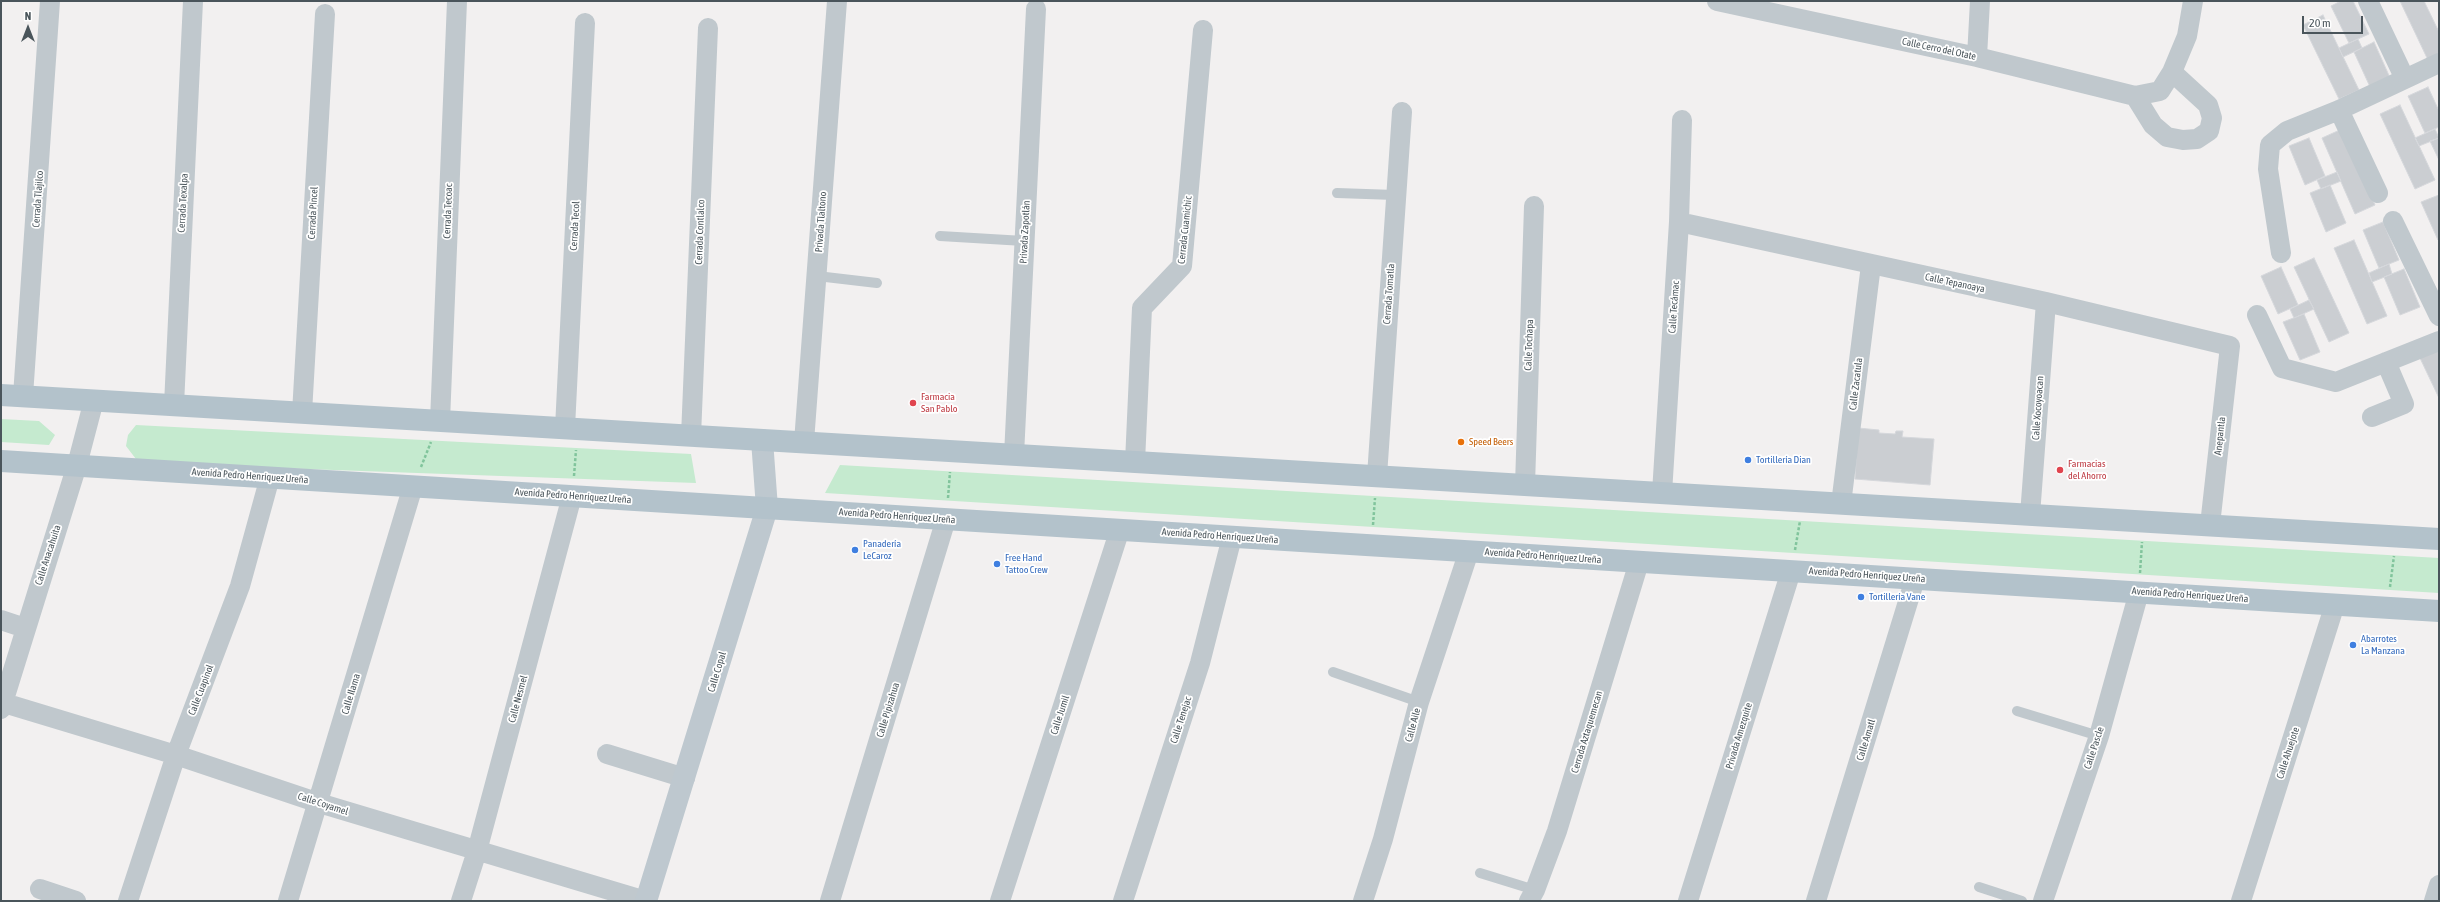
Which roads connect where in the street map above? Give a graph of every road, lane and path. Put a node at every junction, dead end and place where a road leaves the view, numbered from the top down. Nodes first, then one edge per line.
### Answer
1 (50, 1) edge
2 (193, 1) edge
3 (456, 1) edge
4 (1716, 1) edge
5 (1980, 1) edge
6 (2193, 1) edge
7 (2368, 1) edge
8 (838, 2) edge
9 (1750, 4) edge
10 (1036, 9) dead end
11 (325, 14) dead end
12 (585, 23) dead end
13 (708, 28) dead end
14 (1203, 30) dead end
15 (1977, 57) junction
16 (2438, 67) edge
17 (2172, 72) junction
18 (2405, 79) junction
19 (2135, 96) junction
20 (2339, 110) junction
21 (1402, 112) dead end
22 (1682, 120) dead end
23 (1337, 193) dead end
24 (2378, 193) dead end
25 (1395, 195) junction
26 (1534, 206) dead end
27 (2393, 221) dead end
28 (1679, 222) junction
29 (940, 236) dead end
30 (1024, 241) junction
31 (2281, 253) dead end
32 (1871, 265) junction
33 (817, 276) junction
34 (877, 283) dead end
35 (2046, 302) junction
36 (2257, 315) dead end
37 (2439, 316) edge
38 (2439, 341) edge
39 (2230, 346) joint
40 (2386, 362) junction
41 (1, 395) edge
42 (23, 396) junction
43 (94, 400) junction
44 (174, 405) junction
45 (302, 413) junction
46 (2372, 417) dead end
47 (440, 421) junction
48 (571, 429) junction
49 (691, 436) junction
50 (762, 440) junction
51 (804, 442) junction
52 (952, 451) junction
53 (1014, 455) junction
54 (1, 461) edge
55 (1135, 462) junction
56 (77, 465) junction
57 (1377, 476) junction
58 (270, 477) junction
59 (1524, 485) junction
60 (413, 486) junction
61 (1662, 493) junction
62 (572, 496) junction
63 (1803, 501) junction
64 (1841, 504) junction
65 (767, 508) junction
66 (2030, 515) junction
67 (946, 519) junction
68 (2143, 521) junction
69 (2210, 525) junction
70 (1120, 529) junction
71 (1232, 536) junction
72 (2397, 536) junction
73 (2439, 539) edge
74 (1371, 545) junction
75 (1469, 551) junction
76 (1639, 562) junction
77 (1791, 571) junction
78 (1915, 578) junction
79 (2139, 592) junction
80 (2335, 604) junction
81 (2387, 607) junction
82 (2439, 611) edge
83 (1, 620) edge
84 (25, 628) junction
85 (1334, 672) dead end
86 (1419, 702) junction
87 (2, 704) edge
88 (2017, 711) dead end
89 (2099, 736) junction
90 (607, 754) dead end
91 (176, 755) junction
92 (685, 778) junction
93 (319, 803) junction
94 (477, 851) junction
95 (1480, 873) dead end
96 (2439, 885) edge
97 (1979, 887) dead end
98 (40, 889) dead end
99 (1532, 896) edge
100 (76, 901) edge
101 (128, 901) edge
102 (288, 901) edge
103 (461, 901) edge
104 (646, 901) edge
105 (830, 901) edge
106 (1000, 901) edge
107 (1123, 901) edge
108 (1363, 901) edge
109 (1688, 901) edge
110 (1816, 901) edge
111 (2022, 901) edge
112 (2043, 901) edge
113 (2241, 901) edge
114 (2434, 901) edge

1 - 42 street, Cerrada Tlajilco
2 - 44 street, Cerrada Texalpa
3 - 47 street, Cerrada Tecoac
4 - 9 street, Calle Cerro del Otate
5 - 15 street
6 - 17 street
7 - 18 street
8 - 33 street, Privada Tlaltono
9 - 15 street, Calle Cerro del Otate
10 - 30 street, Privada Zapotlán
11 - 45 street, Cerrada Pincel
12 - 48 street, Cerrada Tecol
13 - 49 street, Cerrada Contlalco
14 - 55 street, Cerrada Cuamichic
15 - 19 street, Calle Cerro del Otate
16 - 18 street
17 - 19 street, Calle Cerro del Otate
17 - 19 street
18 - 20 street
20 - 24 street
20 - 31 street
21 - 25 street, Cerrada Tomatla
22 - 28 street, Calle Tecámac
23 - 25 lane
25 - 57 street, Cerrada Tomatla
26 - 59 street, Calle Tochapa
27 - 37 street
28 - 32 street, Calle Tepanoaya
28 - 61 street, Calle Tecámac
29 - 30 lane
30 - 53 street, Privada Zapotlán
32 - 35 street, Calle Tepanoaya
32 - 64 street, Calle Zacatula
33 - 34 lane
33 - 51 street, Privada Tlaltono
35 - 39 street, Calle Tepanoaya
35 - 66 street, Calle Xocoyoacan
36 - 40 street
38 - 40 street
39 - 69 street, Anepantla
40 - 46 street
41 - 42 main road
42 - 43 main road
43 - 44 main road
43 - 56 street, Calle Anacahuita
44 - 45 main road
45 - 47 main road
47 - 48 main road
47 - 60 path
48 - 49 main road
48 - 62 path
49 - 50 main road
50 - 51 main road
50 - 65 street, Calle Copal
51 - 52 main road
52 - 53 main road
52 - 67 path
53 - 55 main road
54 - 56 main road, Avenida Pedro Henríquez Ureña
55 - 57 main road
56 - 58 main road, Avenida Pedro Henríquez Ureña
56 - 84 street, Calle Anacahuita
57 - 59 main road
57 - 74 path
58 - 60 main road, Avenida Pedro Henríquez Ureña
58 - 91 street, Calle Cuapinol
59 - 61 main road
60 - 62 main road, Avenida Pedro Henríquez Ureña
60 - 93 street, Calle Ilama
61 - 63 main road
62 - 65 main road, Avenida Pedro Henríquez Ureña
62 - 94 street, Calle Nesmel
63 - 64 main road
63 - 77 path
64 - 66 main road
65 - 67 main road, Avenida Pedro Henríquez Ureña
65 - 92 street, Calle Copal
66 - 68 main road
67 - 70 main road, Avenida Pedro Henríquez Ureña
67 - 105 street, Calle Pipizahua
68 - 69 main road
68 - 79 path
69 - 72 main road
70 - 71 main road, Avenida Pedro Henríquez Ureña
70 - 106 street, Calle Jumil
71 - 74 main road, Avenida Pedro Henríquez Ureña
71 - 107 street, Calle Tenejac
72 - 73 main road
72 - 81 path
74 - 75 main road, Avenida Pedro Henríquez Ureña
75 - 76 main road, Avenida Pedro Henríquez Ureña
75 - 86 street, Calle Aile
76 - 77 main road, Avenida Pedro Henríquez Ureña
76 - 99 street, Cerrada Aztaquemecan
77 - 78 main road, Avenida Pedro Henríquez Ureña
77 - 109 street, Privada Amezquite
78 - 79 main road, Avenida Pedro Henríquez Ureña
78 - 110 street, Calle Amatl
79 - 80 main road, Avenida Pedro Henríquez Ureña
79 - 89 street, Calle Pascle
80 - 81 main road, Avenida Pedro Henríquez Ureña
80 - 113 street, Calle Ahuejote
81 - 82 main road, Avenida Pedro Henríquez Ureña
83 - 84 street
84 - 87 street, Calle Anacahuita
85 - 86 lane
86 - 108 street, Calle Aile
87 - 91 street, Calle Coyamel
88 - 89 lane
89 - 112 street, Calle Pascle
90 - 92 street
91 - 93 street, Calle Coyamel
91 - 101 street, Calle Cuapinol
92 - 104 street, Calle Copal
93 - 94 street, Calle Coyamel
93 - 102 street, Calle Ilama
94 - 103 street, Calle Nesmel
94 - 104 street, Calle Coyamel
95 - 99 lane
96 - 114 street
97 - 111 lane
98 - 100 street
┄┄┄┄┄┄
*Instructions to follow*: Every line that contains "Ilama" should be copied out of the data.

*Response for this exercise*:
60 - 93 street, Calle Ilama
93 - 102 street, Calle Ilama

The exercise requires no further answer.